- **ABOUT THIS EXERCISE**: The copy you give must match the listing below exactly and contain no pictures.
======== MATERIAL FOR THIS EXERCISE ========
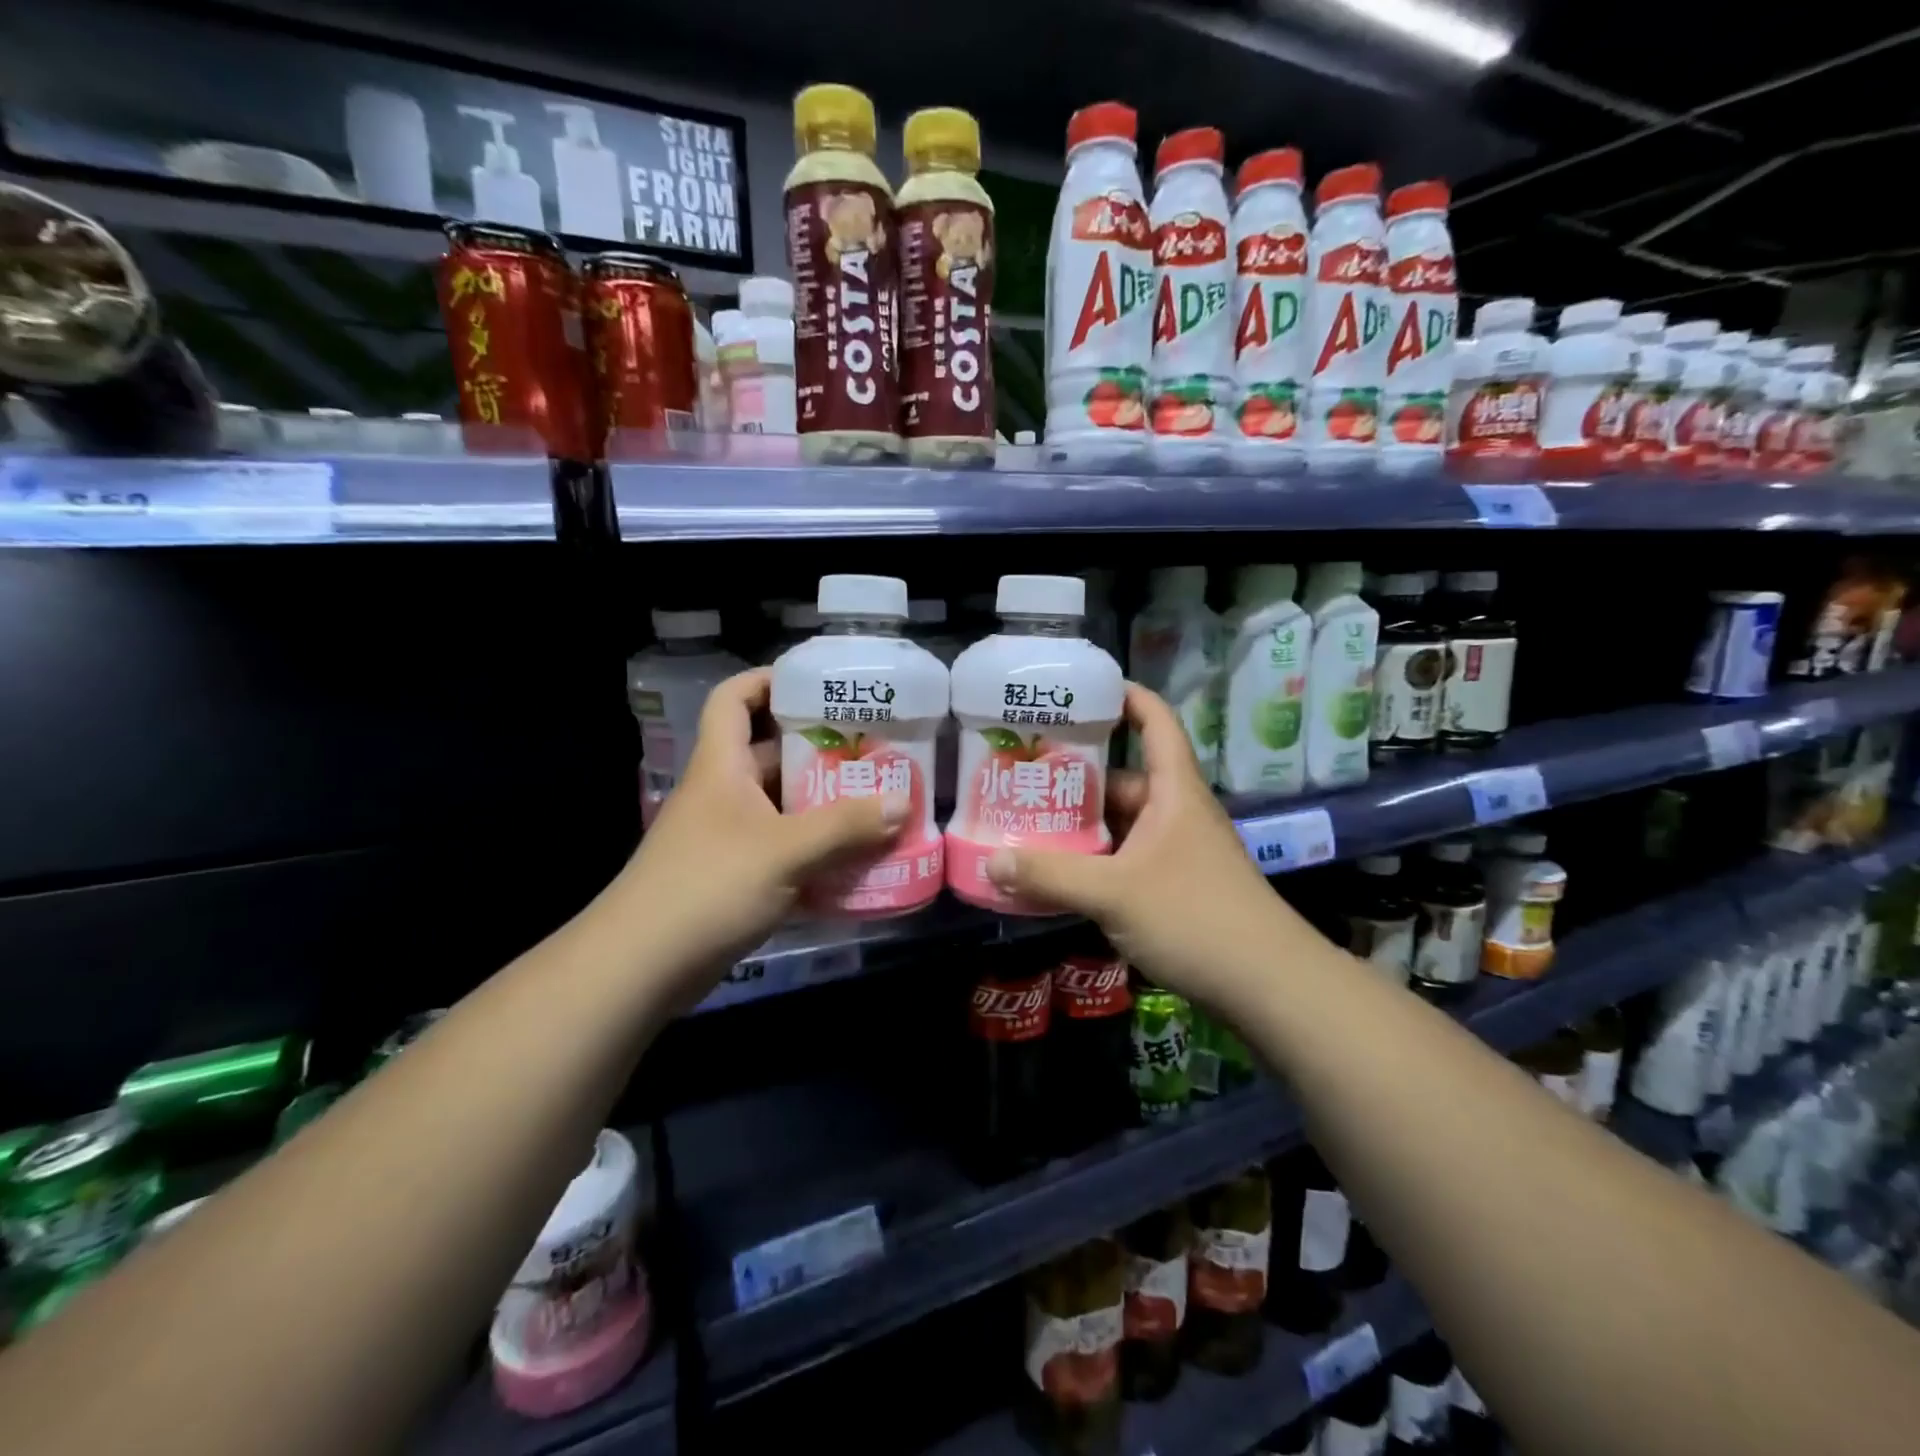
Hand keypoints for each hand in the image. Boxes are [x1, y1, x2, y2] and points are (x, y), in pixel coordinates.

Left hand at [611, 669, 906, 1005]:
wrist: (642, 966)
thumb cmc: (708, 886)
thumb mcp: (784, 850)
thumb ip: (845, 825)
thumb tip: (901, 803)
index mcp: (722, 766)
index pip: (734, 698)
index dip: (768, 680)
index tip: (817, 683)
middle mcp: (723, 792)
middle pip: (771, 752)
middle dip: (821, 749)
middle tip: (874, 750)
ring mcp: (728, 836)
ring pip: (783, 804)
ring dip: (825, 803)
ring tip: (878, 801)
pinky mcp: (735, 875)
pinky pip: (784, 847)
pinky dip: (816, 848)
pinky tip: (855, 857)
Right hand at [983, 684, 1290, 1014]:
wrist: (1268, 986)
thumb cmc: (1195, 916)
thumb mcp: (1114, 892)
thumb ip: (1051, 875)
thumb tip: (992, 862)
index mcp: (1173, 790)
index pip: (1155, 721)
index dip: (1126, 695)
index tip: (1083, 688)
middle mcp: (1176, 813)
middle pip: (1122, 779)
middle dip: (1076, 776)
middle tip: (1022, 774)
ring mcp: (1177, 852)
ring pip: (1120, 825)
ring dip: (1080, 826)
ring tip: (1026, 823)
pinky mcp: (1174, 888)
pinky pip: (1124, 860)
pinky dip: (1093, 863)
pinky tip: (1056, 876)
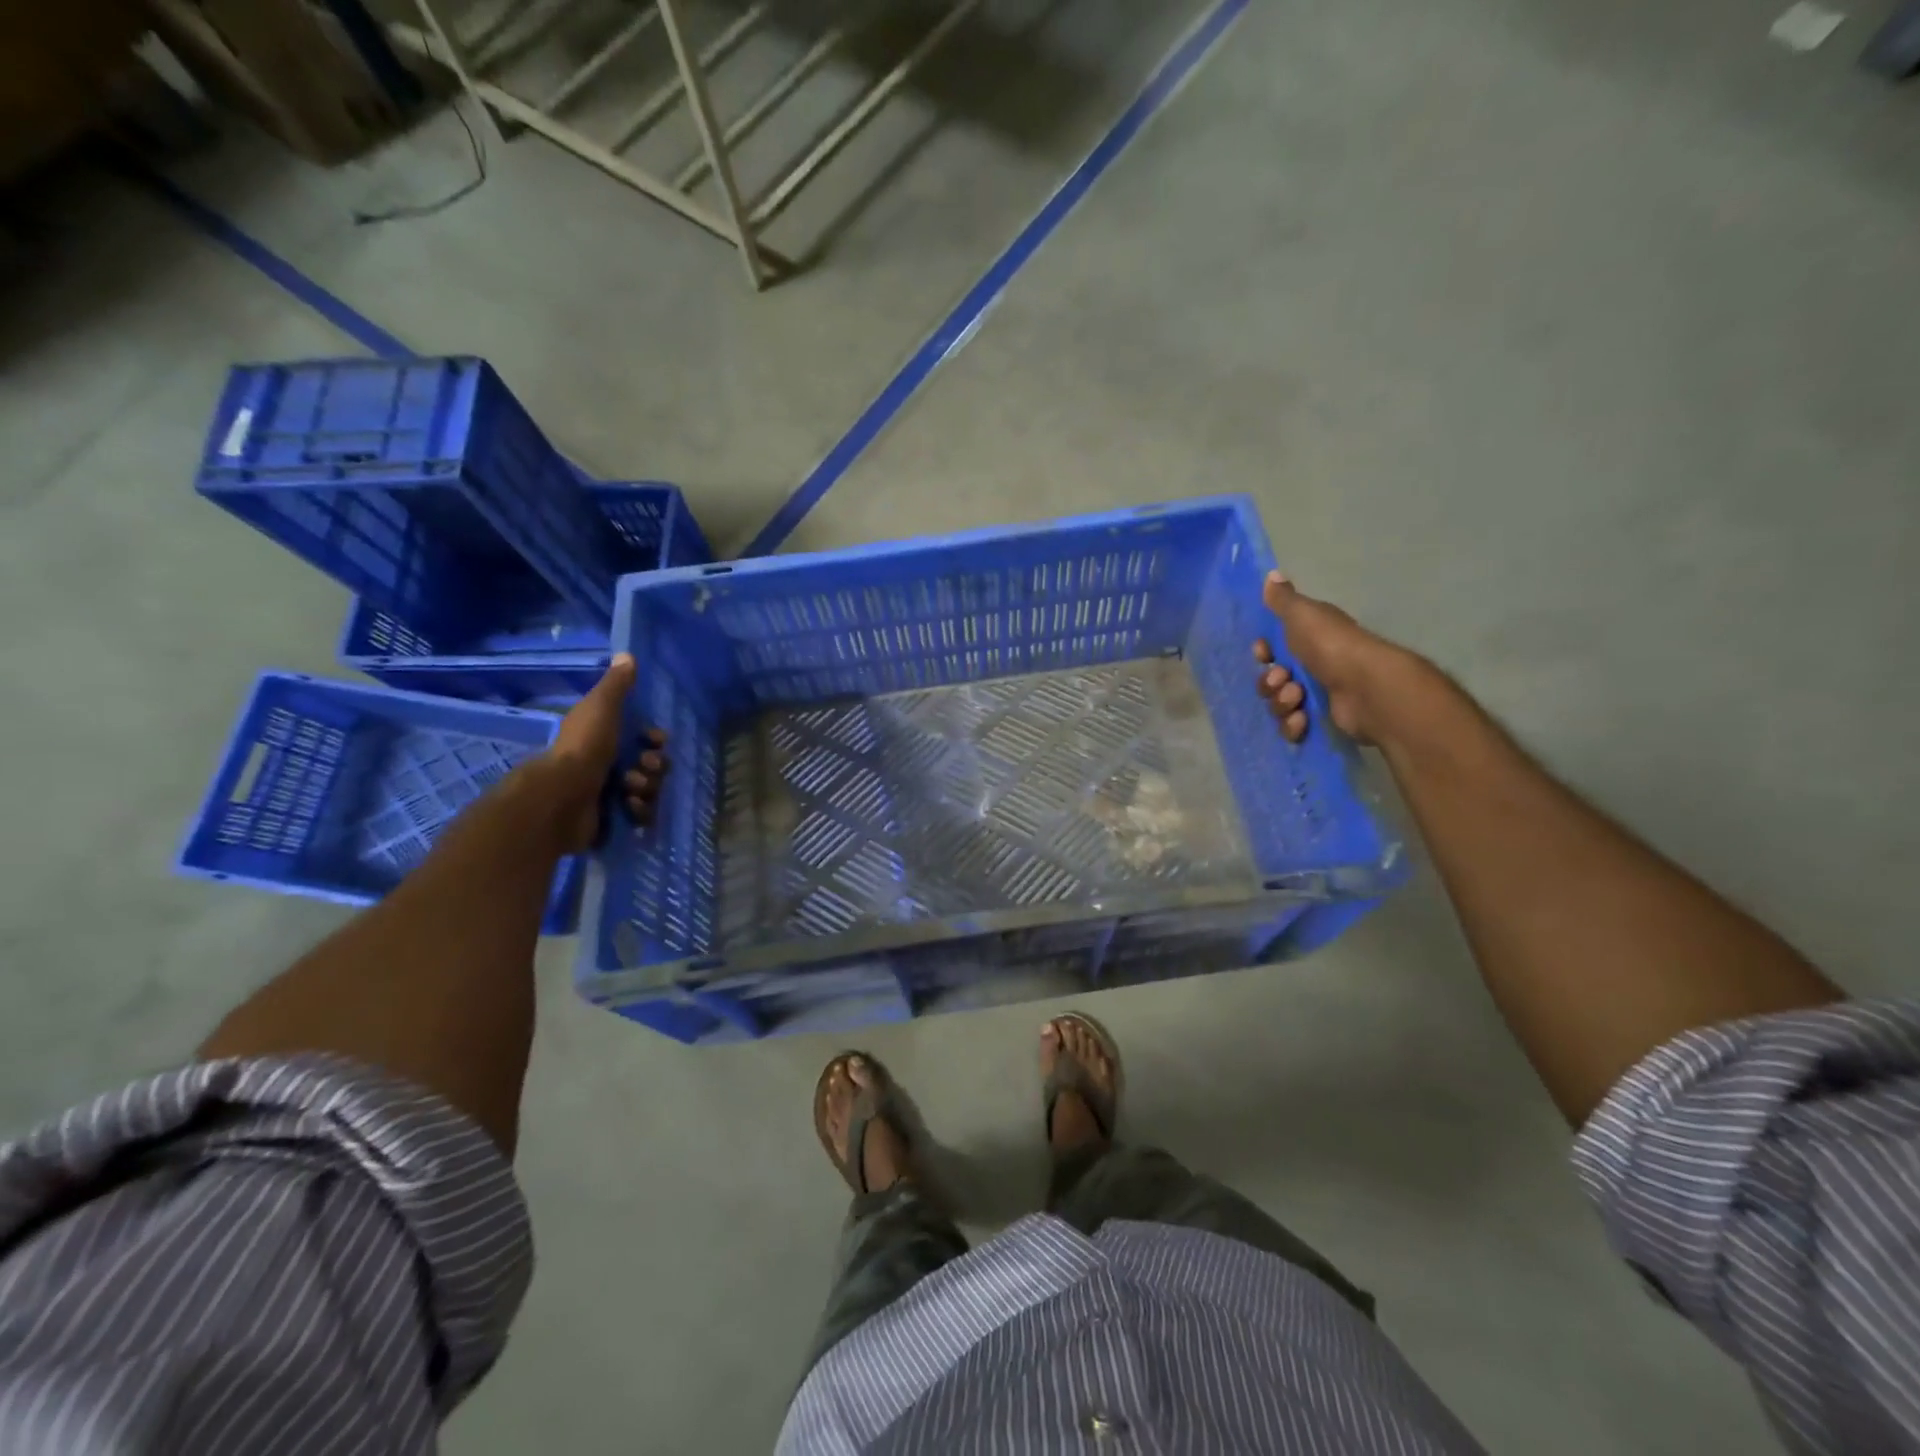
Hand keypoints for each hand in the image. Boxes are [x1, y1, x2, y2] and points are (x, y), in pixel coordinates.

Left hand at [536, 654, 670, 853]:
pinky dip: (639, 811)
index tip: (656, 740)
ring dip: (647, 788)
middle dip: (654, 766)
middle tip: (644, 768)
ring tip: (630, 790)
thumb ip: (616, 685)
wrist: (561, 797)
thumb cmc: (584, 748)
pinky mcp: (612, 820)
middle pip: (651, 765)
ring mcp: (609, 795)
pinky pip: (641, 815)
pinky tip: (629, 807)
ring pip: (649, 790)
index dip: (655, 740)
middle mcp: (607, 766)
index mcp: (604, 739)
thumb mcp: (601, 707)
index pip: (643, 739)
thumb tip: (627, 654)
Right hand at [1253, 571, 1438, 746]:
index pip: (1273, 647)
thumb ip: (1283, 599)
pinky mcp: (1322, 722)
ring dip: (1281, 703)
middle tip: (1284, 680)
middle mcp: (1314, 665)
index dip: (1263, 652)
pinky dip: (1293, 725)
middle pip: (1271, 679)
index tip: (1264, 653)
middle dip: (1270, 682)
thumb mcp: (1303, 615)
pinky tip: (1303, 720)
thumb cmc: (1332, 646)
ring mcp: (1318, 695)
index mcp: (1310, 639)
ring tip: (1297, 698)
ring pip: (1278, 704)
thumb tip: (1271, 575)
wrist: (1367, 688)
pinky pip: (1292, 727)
========
- **WRITTEN SOLUTION**:
Hand keypoints for each hand in the image. Boxes are [x1, y1, x2, y2] and points are (x, y), in pixel coordinates.

Left hand at [611, 669, 906, 1005]:
wrist: (642, 966)
thumb cmc: (708, 886)
thumb mcp: (784, 850)
thumb ip: (845, 825)
thumb tip: (901, 803)
index mcp: (722, 766)
index pip: (734, 698)
index dip: (768, 680)
index tip: (817, 683)
middle mcp: (723, 792)
middle pip: (771, 752)
middle dip: (821, 749)
middle tip: (874, 750)
ring mcp: (728, 836)
ring pip: (783, 804)
ring dip: (825, 803)
ring tip: (878, 801)
pinky mcp: (735, 875)
pinky pip: (784, 847)
pinky dip: (816, 848)
pinky tip: (855, 857)
Right hand at [983, 684, 1290, 1014]:
wrist: (1268, 986)
thumb cmc: (1195, 916)
thumb mcp: (1114, 892)
thumb ip: (1051, 875)
thumb tip: (992, 862)
index mcp: (1173, 790)
index pip: (1155, 721)
index dip: (1126, 695)
index tip: (1083, 688)
middle mcp: (1176, 813)
middle pip: (1122, 779)
middle dip: (1076, 776)
middle tip: (1022, 774)
ring mcp: (1177, 852)
ring pip: (1120, 825)
ring dip: (1080, 826)
ring tip: (1026, 823)
pinky mcp: (1174, 888)
pinky pip: (1124, 860)
pinky dip: (1093, 863)
pinky tip: (1056, 876)
Hand keypoints for each hand in the image. Boxes are [x1, y1, x2, y2] and points are (x, y), in pixel coordinates.

Left hand at [536, 654, 670, 853]:
pinky dip: (639, 811)
index tip: (656, 740)
ring dip: (647, 788)
middle dip: (654, 766)
middle tip: (644, 768)
ring tip: (630, 790)
thumb ip: (616, 685)
wrist: (561, 797)
thumb cmc: (584, 748)
pinky mcp: (612, 820)
middle pip: (651, 765)
ring mcp: (609, 795)
pinky pip: (641, 815)
pinky tip: (629, 807)
ring pip: (649, 790)
index dip: (655, 740)
middle mcp: (607, 766)
index mcp: (604, 739)
thumb mcp: (601, 707)
index pip: (643, 739)
thumb tip: (627, 654)
Right hand at [1253, 571, 1438, 746]:
index pip: (1273, 647)
thumb ip: (1283, 599)
pinky mcp: (1322, 722)
ring dip: (1281, 703)
middle tip: (1284, 680)
middle mcp: (1314, 665)
index dip: (1263, 652)
pinky dip: (1293, 725)
middle pip: (1271, 679)
index tip: (1264, 653)
middle dip: (1270, 682)
thumb mcp: (1303, 615)
pinky tip: (1303, 720)
thumb cmc: (1332, 646)
ring mcp: (1318, 695)
index mcp: (1310, 639)
ring tip: (1297, 698)
ring pip: (1278, 704)
thumb tip: (1271, 575)
wrist: (1367, 688)
pinky pip: (1292, 727)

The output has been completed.